Marpa is now O(n) for Right Recursions
There's news with the latest version of Marpa (0.102000). Marpa now parses grammars with right-recursions in linear time (O(n)). (Marpa already handled left-recursion in linear time.)
This means that Marpa is now O(n) for all LR-regular grammars. LR-regular means LR with infinite lookahead using regular expressions. That a big class of grammars. It obviously includes all the LR(k) grammars, and therefore everything parsed by Yapp, yacc, and bison. LR-regular grammars also include everything parseable by recursive descent, PEGs, and other LL(k) grammars. LR-regular definitely includes all regular expressions.
Marpa's O(n) behavior has another nice feature. When it does not parse in O(n) time, it still parses. Some parser generators always parse quickly, because when they can't parse quickly, they don't parse at all. Marpa will parse anything you can write in BNF, even highly ambiguous grammars, and the absolute worst case is cubic (O(n**3)).
In my last post, I explained that the previous release of Marpa could parse unusually large classes of grammars in linear time, and that the right recursive cases where Marpa was not linear could usually be worked around. In fact, my experience had been that working around a right recursion was easy, so I'd never bothered looking hard at the issue.
Sometimes, writing a long explanation of why a limitation does not matter makes me think: Perhaps it does matter enough to take a second look. And take a second look is what I did.
A 1991 article by Joop Leo had laid out a modification to Earley's algorithm (the basis of Marpa) which was O(n) for all LR-regular grammars. Problem was, Marpa already incorporated other, major, enhancements to Earley's from another article, this one by Aycock and Horspool and dating to 2002. Were the two modifications compatible?
They are. And Marpa 0.102000 is the result. CPAN and the Perl community has it, and everybody else will have it when they borrow from us.
It's very nice to see this sort of cutting edge "academic" work being done in Perl.
I was interested in Marpa when I first heard about it and I'll definitely take a look at it again in the future for some personal projects I have in mind.
I'm curious regarding Marpa real-world performance, i.e., benchmarks.
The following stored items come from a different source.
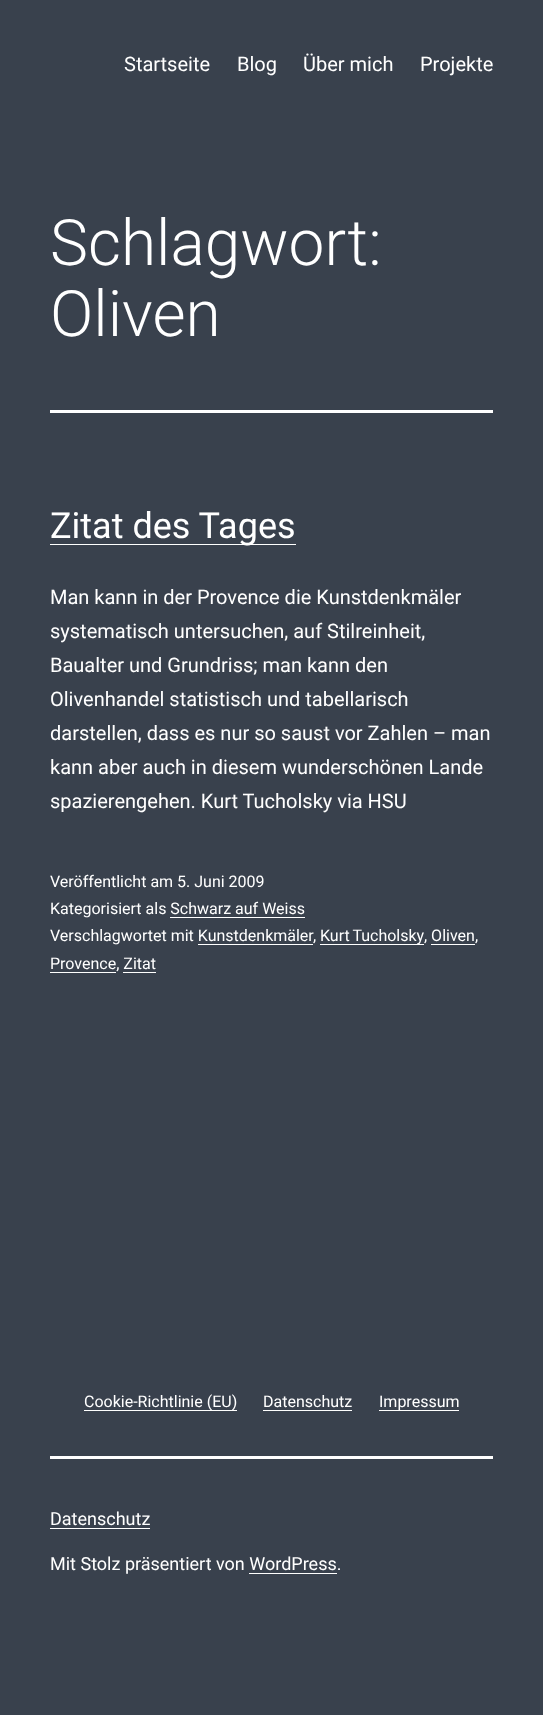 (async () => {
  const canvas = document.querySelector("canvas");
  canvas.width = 543;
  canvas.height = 1715;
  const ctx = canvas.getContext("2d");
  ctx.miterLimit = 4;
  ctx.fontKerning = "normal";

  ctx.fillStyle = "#39414d";
  ctx.fillRect(0, 0, 543, 1715);
  for (const [x, y, w, h, color] of [
    [50, 410, 443, 3, "#ffffff"],
    [50, 544, 246, 1, "#ffffff"],
    [170, 917, 135, 1, "#ffffff"],
    [320, 944, 104, 1, "#ffffff"],
    [198, 944, 115, 1, "#ffffff"],
    [431, 944, 44, 1, "#ffffff"],
    [50, 972, 66, 1, "#ffffff"],
    [123, 972, 33, 1, "#ffffff"],
    [84, 1410, 153, 1, "#ffffff"],
    [263, 1410, 89, 1, "#ffffff"],
    [379, 1410, 80, 1, "#ffffff"],
    [50, 1456, 443, 3, "#ffffff"],
    [50, 1528, 100, 1, "#ffffff"],
    [249, 1573, 88, 1, "#ffffff"],
  ]) {
    ctx.fillStyle = color;
    ctx.fillRect(x, y, w, h);
  }
  ctx.font = "20px Roboto";
  for (const [text, x, y] of [
    ["Startseite", 124, 71],
    ["Blog", 237, 71],
    ["Über mich", 303, 71],
    ["Projekte", 420, 71],
  ]) {
    ctx.fillText(text, x, y);
  }
  ctx.font = "300 64px Roboto";
  ctx.fillText("Schlagwort:", 50, 265);
  ctx.fillText("Oliven", 50, 336);
  ctx.font = "36px Roboto";
  ctx.fillText("Zitat des Tages", 50, 538);
  ctx.font = "20px Roboto";
  for (const [text, x, y] of [
    ["Man kann in der Provence die Kunstdenkmäler", 50, 604],
    ["systematisch untersuchen, auf Stilreinheit,", 50, 638],
    ["Baualter und Grundriss; man kann den", 50, 672],
    ["Olivenhandel statistisch und tabellarisch", 50, 706],
    ["darstellen, dass es nur so saust vor Zahlen – man", 50, 740],
    ["kann aber auch in diesem wunderschönen Lande", 50, 774],
    ["spazierengehen. Kurt Tucholsky via HSU", 50, 808],
  ]) {
    ctx.fillText(text, x, y);
  }
  ctx.font = "16px Roboto";
  for (const [text, x, y] of [
    ["Veröffentlicht am 5. Juni 2009", 50, 887],
    ["Kategorisiert als Schwarz auf Weiss", 50, 914],
    ["Verschlagwortet mit Kunstdenkmäler", 50, 941],
    [",", 313, 941],
  ]) {
    ctx.fillText(text, x, y);
  }
  ctx.wordSpacing = "-1px";
  ctx.fillText("Kurt Tucholsky", 320, 941);
  ctx.wordSpacing = "0px";
  for (const [text, x, y] of [
    [", Oliven,", 424, 941],
    ["Provence, Zitat", 50, 969],
    ["Cookie-Richtlinie (EU)", 84, 1407],
    ["Datenschutz", 263, 1407],
    ["Impressum", 379, 1407],
  ]) {
    ctx.fillText(text, x, y);
  }
  ctx.font = "18px Roboto";
  ctx.fillText("Datenschutz", 50, 1525);
  ctx.fillText("Mit Stolz präsentiert von WordPress.", 50, 1570);
})();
Does it fare well against the other Perl alternatives?
Would Marpa fare well against other Perl alternatives in benchmarks? My fast, biased, answer is yes. Speed can be compared to PPI.
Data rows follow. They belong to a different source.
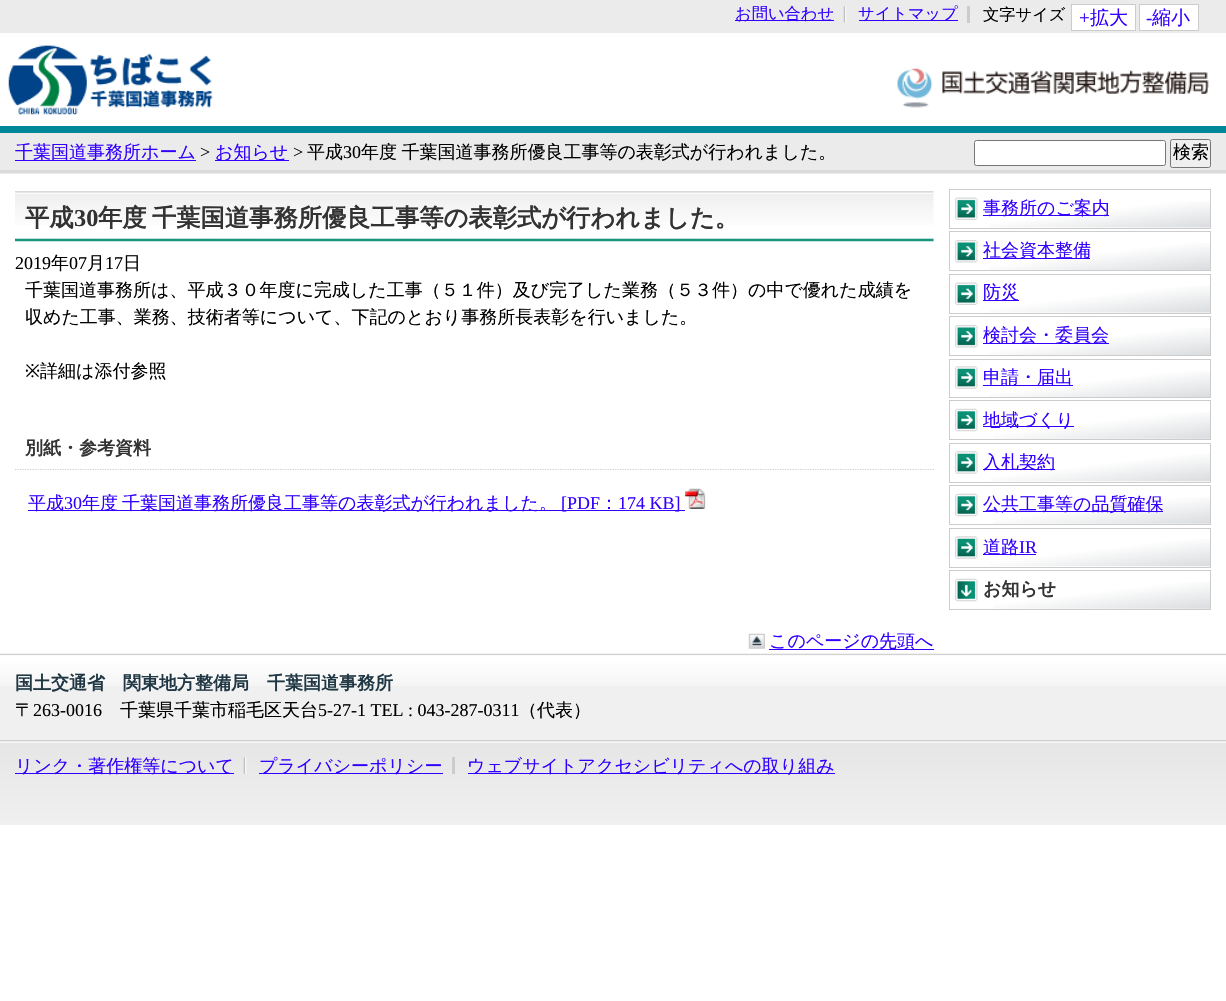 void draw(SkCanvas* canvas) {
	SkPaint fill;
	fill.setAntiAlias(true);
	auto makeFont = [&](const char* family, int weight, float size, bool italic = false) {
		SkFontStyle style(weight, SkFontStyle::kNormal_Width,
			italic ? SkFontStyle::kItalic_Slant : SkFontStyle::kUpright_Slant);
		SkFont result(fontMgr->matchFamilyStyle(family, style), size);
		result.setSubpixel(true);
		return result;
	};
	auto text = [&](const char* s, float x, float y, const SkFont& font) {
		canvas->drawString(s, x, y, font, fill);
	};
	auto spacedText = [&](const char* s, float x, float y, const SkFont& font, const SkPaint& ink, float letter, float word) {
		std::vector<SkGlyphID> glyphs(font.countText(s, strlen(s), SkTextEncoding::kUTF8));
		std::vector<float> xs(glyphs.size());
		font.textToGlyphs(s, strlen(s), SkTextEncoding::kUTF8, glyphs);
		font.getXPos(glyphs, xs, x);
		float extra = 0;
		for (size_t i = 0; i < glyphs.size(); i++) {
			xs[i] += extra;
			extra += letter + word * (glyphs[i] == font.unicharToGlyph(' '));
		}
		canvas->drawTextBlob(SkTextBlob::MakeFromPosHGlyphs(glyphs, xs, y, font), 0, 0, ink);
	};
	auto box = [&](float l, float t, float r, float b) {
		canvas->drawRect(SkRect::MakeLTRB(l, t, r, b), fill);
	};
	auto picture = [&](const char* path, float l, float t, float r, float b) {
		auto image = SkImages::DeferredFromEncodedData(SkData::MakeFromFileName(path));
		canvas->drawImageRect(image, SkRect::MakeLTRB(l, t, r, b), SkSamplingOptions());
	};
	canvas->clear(0xFFFFFFFF);
	fill.setColor(0xFF008899);
	box(0, 126, 1226, 133);
	fill.setColor(0xFFEBEBEB);
	box(0, 0, 1226, 33);
	picture("image0.png", 843, 6, 847, 23);
	fill.setColor(0xFF3300FF);
	box(735, 20, 834, 21);
	fill.setColor(0xFFCCCCCC);
	box(967, 6, 970, 23);
	fill.setColor(0xFF3300FF);
	box(859, 20, 958, 21);
	fill.setColor(0xFFFFFFFF);
	canvas->drawRect(SkRect::MakeLTRB(1071.5f, 4.5f, 1135.5f, 30.5f), fill);
	fill.setStyle(SkPaint::kStroke_Style);
	fill.setStrokeWidth(1);
	fill.setColor(0xFFCCCCCC);
	canvas->drawRect(SkRect::MakeLTRB(1071.5f, 4.5f, 1135.5f, 30.5f), fill);
	fill.setStyle(SkPaint::kFill_Style);
	fill.setColor(0xFFFFFFFF);
	canvas->drawRect(SkRect::MakeLTRB(1139.5f, 4.5f, 1198.5f, 30.5f), fill);
	fill.setStyle(SkPaint::kStroke_Style);
	fill.setColor(0xFFCCCCCC);
	canvas->drawRect(SkRect::MakeLTRB(1139.5f, 4.5f, 1198.5f, 30.5f), fill);
	picture("image1.png", 8, 45, 213, 115);
	picture("image2.png", 897, 68, 1209, 108);
	fill.setStyle(SkPaint::kFill_Style);
	fill.setColor(0xFFEBEBEB);
	box(0, 133, 1226, 174);
	fill.setColor(0xFFDBDBDB);
	box(0, 170, 1226, 173);
	fill.setColor(0xFF3300FF);
	box(15, 160, 196, 161);
	box(215, 160, 289, 161);
	fill.setColor(0xFFFFFFFF);
	canvas->drawRoundRect(SkRect::MakeLTRB(974.5f, 140.5f, 1165.5f, 165.5f), 2, 2, fill);
	fill.setStyle(SkPaint::kStroke_Style);
	fill.setColor(0xFF767676);
	canvas->drawRoundRect(SkRect::MakeLTRB(974.5f, 140.5f, 1165.5f, 165.5f), 2, 2, fill);
	fill.setStyle(SkPaint::kFill_Style);
	fill.setColor(0xFFEFEFEF);
	canvas->drawRoundRect(SkRect::MakeLTRB(1170.5f, 139.5f, 1210.5f, 167.5f), 2, 2, fill);
	fill.setStyle(SkPaint::kStroke_Style);
	fill.setColor(0xFF767676);
	canvas->drawRoundRect(SkRect::MakeLTRB(1170.5f, 139.5f, 1210.5f, 167.5f), 2, 2, fill);
	picture("image3.png", 15, 191, 934, 242);
	fill.setStrokeWidth(1.2f);
	fill.setColor(0xFFCCCCCC);
	fill.setPathEffect(SkDashPathEffect::Make({{1.25f, 1.25f}}, 0));
	canvas->drawPath(SkPathBuilder().moveTo(15, 469.5f).lineTo(934, 469.5f).detach(), fill);
	fill.setPathEffect(nullptr);
	fill.setStyle(SkPaint::kFill_Style);
	fill.setColor(0xFF3300FF);
	box(28, 510, 685, 511);
	picture("image4.png", 685, 488, 706, 509);
	picture("image5.png", 748, 633, 765, 649);
	box(769, 649, 934, 650);
	picture("image6.png", 990, 201, 1210, 228);
	fill.setStyle(SkPaint::kStroke_Style);
	fill.setStrokeWidth(1);
	fill.setColor(0xFFCCCCCC);
	canvas->drawRect(SkRect::MakeLTRB(949.5f, 189.5f, 1210.5f, 228.5f), fill);
	picture("image7.png", 955, 197, 978, 220);
	fill.setStyle(SkPaint::kFill_Style);
	fill.setColor(0xFF3300FF);
	box(983, 215, 1109, 216);
	picture("image8.png", 989, 243, 1210, 270);
	fill.setStyle(SkPaint::kStroke_Style);
	fill.setColor(0xFFCCCCCC);
	canvas->drawRect(SkRect::MakeLTRB(949.5f, 231.5f, 1210.5f, 270.5f), fill);
	picture("image9.png", 955, 240, 978, 263);
	fill.setStyle(SkPaint::kFill_Style);
	fill.setColor(0xFF3300FF);
	box(983, 258, 1090, 259);
	picture("image6.png", 990, 286, 1210, 313);
	fill.setStyle(SkPaint::kStroke_Style);
	fill.setColor(0xFFCCCCCC);
	canvas->drawRect(SkRect::MakeLTRB(949.5f, 274.5f, 1210.5f, 313.5f), fill);
	picture("image10.png", 955, 282, 978, 305);
	fill.setStyle(SkPaint::kFill_Style);
	fill.setColor(0xFF3300FF);
	box(983, 300, 1019, 301);
	picture("image8.png", 989, 328, 1210, 355);
	fill.setStyle(SkPaint::kStroke_Style);
	fill.setColor(0xFFCCCCCC);
	canvas->drawRect(SkRect::MakeLTRB(949.5f, 316.5f, 1210.5f, 355.5f), fill);
	picture("image9.png", 955, 325, 978, 348);
	fill.setStyle(SkPaint::kFill_Style);
	fill.setColor(0xFF3300FF);
	box(983, 343, 1109, 344);
	picture("image11.png", 990, 371, 1210, 397);
	fill.setStyle(SkPaint::kStroke_Style);
	fill.setColor(0xFFCCCCCC);
	canvas->drawRect(SkRect::MakeLTRB(949.5f, 359.5f, 1210.5f, 397.5f), fill);
	picture("image12.png", 955, 366, 978, 389);
	fill.setStyle(SkPaint::kFill_Style);
	fill.setColor(0xFF3300FF);
	box(983, 385, 1073, 386);
	picture("image13.png", 993, 412, 1210, 439);
	fill.setStyle(SkPaint::kStroke_Style);
	fill.setColor(0xFFCCCCCC);
	canvas->drawRect(SkRect::MakeLTRB(949.5f, 400.5f, 1210.5f, 439.5f), fill);
	picture("image14.png", 955, 408, 978, 432);
	fill.setStyle(SkPaint::kFill_Style);
	fill.setColor(0xFF3300FF);
	box(983, 426, 1074, 427);
	picture("image15.png", 990, 454, 1210, 482);
	fill.setStyle(SkPaint::kStroke_Style);
	fill.setColor(0xFFCCCCCC);
	canvas->drawRect(SkRect::MakeLTRB(949.5f, 443.5f, 1210.5f, 482.5f), fill);
	picture("image12.png", 955, 451, 978, 474);
	fill.setStyle(SkPaint::kFill_Style);
	fill.setColor(0xFF3300FF);
	box(983, 469, 1055, 470);
	picture("image13.png", 993, 497, 1210, 524);
	fill.setStyle(SkPaint::kStroke_Style);
	fill.setColor(0xFFCCCCCC);
	canvas->drawRect(SkRect::MakeLTRB(949.5f, 485.5f, 1210.5f, 524.5f), fill);
	picture("image14.png", 955, 493, 978, 517);
	fill.setStyle(SkPaint::kFill_Style);
	fill.setColor(0xFF3300FF);
	box(983, 511, 1163, 512);
	picture("image15.png", 990, 539, 1210, 567);
	fill.setStyle(SkPaint::kStroke_Style);
	fill.setColor(0xFFCCCCCC);
	canvas->drawRect(SkRect::MakeLTRB(949.5f, 528.5f, 1210.5f, 567.5f), fill);
	picture("image12.png", 955, 536, 978, 559);
	fill.setStyle(SkPaint::kFill_Style);
	fill.setColor(0xFF3300FF);
	box(983, 554, 1036, 555);
	picture("image13.png", 993, 582, 1210, 609);
	fill.setStyle(SkPaint::kStroke_Style);
	fill.setColor(0xFFCCCCCC);
	canvas->drawRect(SkRect::MakeLTRB(949.5f, 570.5f, 1210.5f, 609.5f), fill);
	picture("image16.png", 955, 578, 978, 602);
	fill.setStyle(SkPaint::kFill_Style);
	fill.setColor(0xFFF0F0F0);
	box(0, 686, 1226, 740);
	picture("image17.png", 0, 653, 1226, 686);
	picture("image18.png", 0, 740, 1226, 825);
	picture("image19.png", 243, 757, 247, 774);
	fill.setColor(0xFF3300FF);
	box(15, 773, 234, 774);
	fill.setColor(0xFFCCCCCC);
	box(452, 757, 455, 774);
	fill.setColor(0xFF3300FF);
	box(259, 773, 443, 774);
	box(468, 773, 835, 774);
	auto font1 = makeFont("WenQuanYi Zen Hei", 500, 16.25f);
	text("お問い合わせ", 735, 19, font1);
	text("サイトマップ", 858, 19, font1);
	fill.setColor(0xFF000000);
	text("文字サイズ", 983, 20, font1);
	auto font2 = makeFont("Liberation Serif", 400, 19);
	fill.setColor(0xFF3300FF);
	text("+", 1079, 24, font2);
	auto font3 = makeFont("WenQuanYi Zen Hei", 500, 19);
	text("拡大", 1090, 24, font3);
	text("-", 1146, 24, font2);
	text("縮小", 1152, 24, font3);
	auto font4 = makeFont("WenQuanYi Zen Hei", 500, 18);
	text("千葉国道事務所ホーム", 15, 158, font4);
	auto font5 = makeFont("Liberation Serif", 400, 18);
	fill.setColor(0xFF000000);
	text(">", 200, 158, font5);
	fill.setColor(0xFF3300FF);
	text("お知らせ", 215, 158, font4);
	fill.setColor(0xFF000000);
	text(">", 293, 158, font5);
	text("平成", 307, 158, font4);
	text("30", 343, 158, font5);
	spacedText("年度 千葉国道事務所優良工事等の表彰式が行われました。", 361, 158, font4, fill, 0, -1);
	text("検索", 1173, 158, font4);
	auto font6 = makeFont("WenQuanYi Zen Hei", 700, 24.3f);
	fill.setColor(0xFF333333);
	text("平成", 25, 226, font6);
	auto font7 = makeFont("Liberation Serif", 700, 24.3f);
	text("30", 74, 226, font7);
	spacedText("年度 千葉国道事務所優良工事等の表彰式が行われました。", 98, 226, font6, fill, 0, -2);
	fill.setColor(0xFF000000);
	text("2019", 15, 269, font5);
	text("年", 51, 269, font4);
	text("07", 69, 269, font5);
	text("月", 87, 269, font4);
	text("17", 105, 269, font5);
	text("日", 123, 269, font4);
	text("千葉国道事務所は、平成３０年度に完成した工事（５１件）及び完了した業務（５３件）の中で優れた成績を", 25, 296, font4);
	text("収めた工事、業務、技術者等について、下記のとおり事務所長表彰を行いました。", 25, 323, font4);
	auto font8 = makeFont("Noto Sans", 400, 18);
	text("※", 25, 377, font8);
	text("詳細は添付参照", 40, 377, font4);
	auto font9 = makeFont("WenQuanYi Zen Hei", 700, 18);
	fill.setColor(0xFF333333);
	text("別紙・参考資料", 25, 454, font9);
	fill.setColor(0xFF3300FF);
	text("平成", 28, 509, font4);
	text("30", 64, 509, font5);
	text("年度", 82, 509, font4);
	text("千葉国道事務所優良工事等の表彰式が行われました。", 122, 509, font4);
	text("[PDF", 561, 509, font5);
	text("：", 600, 509, font4);
	text("174 KB]", 618, 509, font5);
	text("このページの先頭へ", 769, 647, font4);
	text("事務所のご案内", 983, 214, font4);
	text("社会資本整備", 983, 256, font4);
	text("防災", 983, 298, font4);
	text("検討会・委員会", 983, 341, font4);
	text("申請・届出", 983, 383, font4);
	text("地域づくり", 983, 426, font4);
	text("入札契約", 983, 468, font4);
	text("公共工事等の品質確保", 983, 510, font4);
	text("道路", 983, 553, font4);
	text("IR", 1019, 553, font5);
	fill.setColor(0xFF333333);
	text("お知らせ", 983, 595, font9);
	fill.setColor(0xFF203744);
	text("国土交通省　関東地方整備局　千葉国道事務所", 15, 689, font9);
	fill.setColor(0xFF000000);
	text("〒", 15, 716, font4);
	text("263-0016", 33, 716, font5);
	text("千葉県千葉市稲毛区天台", 120, 716, font4);
	text("5-27-1 TEL : 043-287-0311", 318, 716, font5);
	text("（代表）", 519, 716, font4);
	fill.setColor(0xFF3300FF);
	text("リンク・著作権等について", 15, 772, font4);
	text("プライバシーポリシー", 259, 772, font4);
	text("ウェブサイトアクセシビリティへの取り組み", 467, 772, font4);
}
A fast way to test this for yourself is to take the utilities in Marpa::HTML and run them on sample Web pages. Marpa::HTML uses Marpa and I think you'll find speed of those utilties quite acceptable. It actually is comparable to some rendering engines.
Where applications for restricted grammars already have carefully optimized parsers, Marpa will not be the best tool. XML, for example, has a grammar which was designed to be easy to parse and parsers specially written to crunch it. A general BNF parser like Marpa is never going to beat that combination. The best that can be hoped is to get into the same ballpark.
I'm planning to convert Marpa to XS. The code is mainly pointer-twiddling, so it should do well when converted to C. At that point, I hope speeds will go from acceptable to impressive.
Very nice, I'll keep an eye on your project. :)